When Swobe was 55, his family forced an intervention. After about a dozen years of sobriety, he discovered Lawyers Concerned for Lawyers, a group founded in 1985 by attorney and recovering alcoholic Ben Graham.

Graham found support for his new group from Michael Cherry, another lawyer recovering from alcoholism. Cherry is now a Nevada Supreme Court justice.

"Mainly the (State) Bar supported us with money," Cherry recalled. "They supported us from the beginning and we patterned this after what was going on (with a similar program) in Oregon."

The State Bar supports Lawyers Concerned for Lawyers financially, but does not receive any confidential information on those being counseled, Swobe said.

"We are an independent organization, because we are effective being independent of the Bar," Swobe said.

Cam Ferenbach talked about Lawyers Concerned for Lawyers shortly after he was named State Bar of Nevada president over the summer. He emphasized the need to keep the support system going and in the public eye.

"It's a place lawyers can go to get help without worrying about disciplinary action. Everything is kept confidential," Ferenbach said. "We want to see this program continue."

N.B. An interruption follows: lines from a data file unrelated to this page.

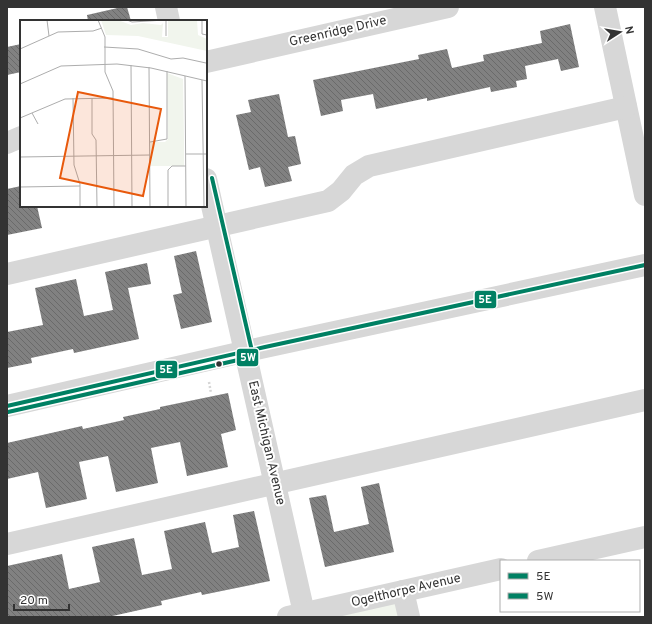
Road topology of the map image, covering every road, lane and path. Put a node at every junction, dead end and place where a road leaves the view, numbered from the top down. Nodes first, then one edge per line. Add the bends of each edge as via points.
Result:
1 (166, 7) edge
2 (448, 7) edge
3 (605, 7) edge
4 (169, 20) edge
5 (207, 62) edge
6 (626, 107) junction
7 (20, 137) edge
8 (7, 143) edge
9 (207, 183) edge
10 (645, 194) edge
11 (217, 226) junction
12 (645, 265) edge
13 (7, 274) edge
14 (246, 352) junction
15 (209, 382) dead end
16 (211, 393) dead end
17 (645, 400) edge
18 (7, 406) edge
19 (275, 483) junction
20 (645, 537) edge
21 (7, 544) edge
22 (542, 560) edge
23 (500, 569) edge
24 (403, 592) junction
25 (296, 615) edge
26 (409, 617) edge

1 - 4 street
2 - 5 street, Greenridge Drive
3 - 6 street
6 - 10 street
6 - 11 street via 369,166 354,175 341,191 328,201
7 - 8 street
9 - 11 street, East Michigan Avenue
11 - 13 street
11 - 14 street, East Michigan Avenue
12 - 14 street
14 - 18 street
14 - 19 street, East Michigan Avenue
15 - 16 path
17 - 19 street
19 - 21 street
19 - 25 street, East Michigan Avenue
20 - 22 street
23 - 24 street, Ogelthorpe Avenue
24 - 25 street, Ogelthorpe Avenue
24 - 26 street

The idea of the State Bar learning of attorneys' problems terrifies lawyers with addictions. So, Swobe is quick to distance his group from the State Bar, which administers discipline.

"Lawyers are paranoid about the (State) Bar finding out," he said. "We had a phone line that went to the (State) Bar and attorneys hung up when they heard, 'State Bar.' So now we have a different number."

Swobe gained the support of Nevada's lawyers, judges and Supreme Court in 1994 as he worked to ensure that they were educated about substance abuse and other addictions in the legal profession. A few years ago, The Nevada Supreme Court adopted a rule allowing Lawyers Concerned for Lawyers to keep all client information confidential.

The support group has become important from both humanistic and business reasons, State Bar of Nevada officials said.

Addiction ramifications in the legal profession go beyond attorneys' suffering. Costly addictions such as compulsive gambling and drugs often factor in client complaints filed with the State Bar of Nevada, said Dave Clark, the bar's deputy council.

"When it comes to serious misconduct, (addictions) are a serious factor," Clark said. "Alcohol is the traditional favorite, but Nevada offers a variety of addictions. We see a few cases (of attorney misconduct) a month."

That misconduct often involves clients' money.

"They accept retainers from clients and never do the work because they are just funding their addictions," Clark added.

Cherry credits his 24 years of sobriety for allowing him to achieve career success and, more importantly, for saving his life.

"Had I not stopped drinking, there's no way I would have become a Supreme Court justice," he said. "It was killing me. I probably would have died."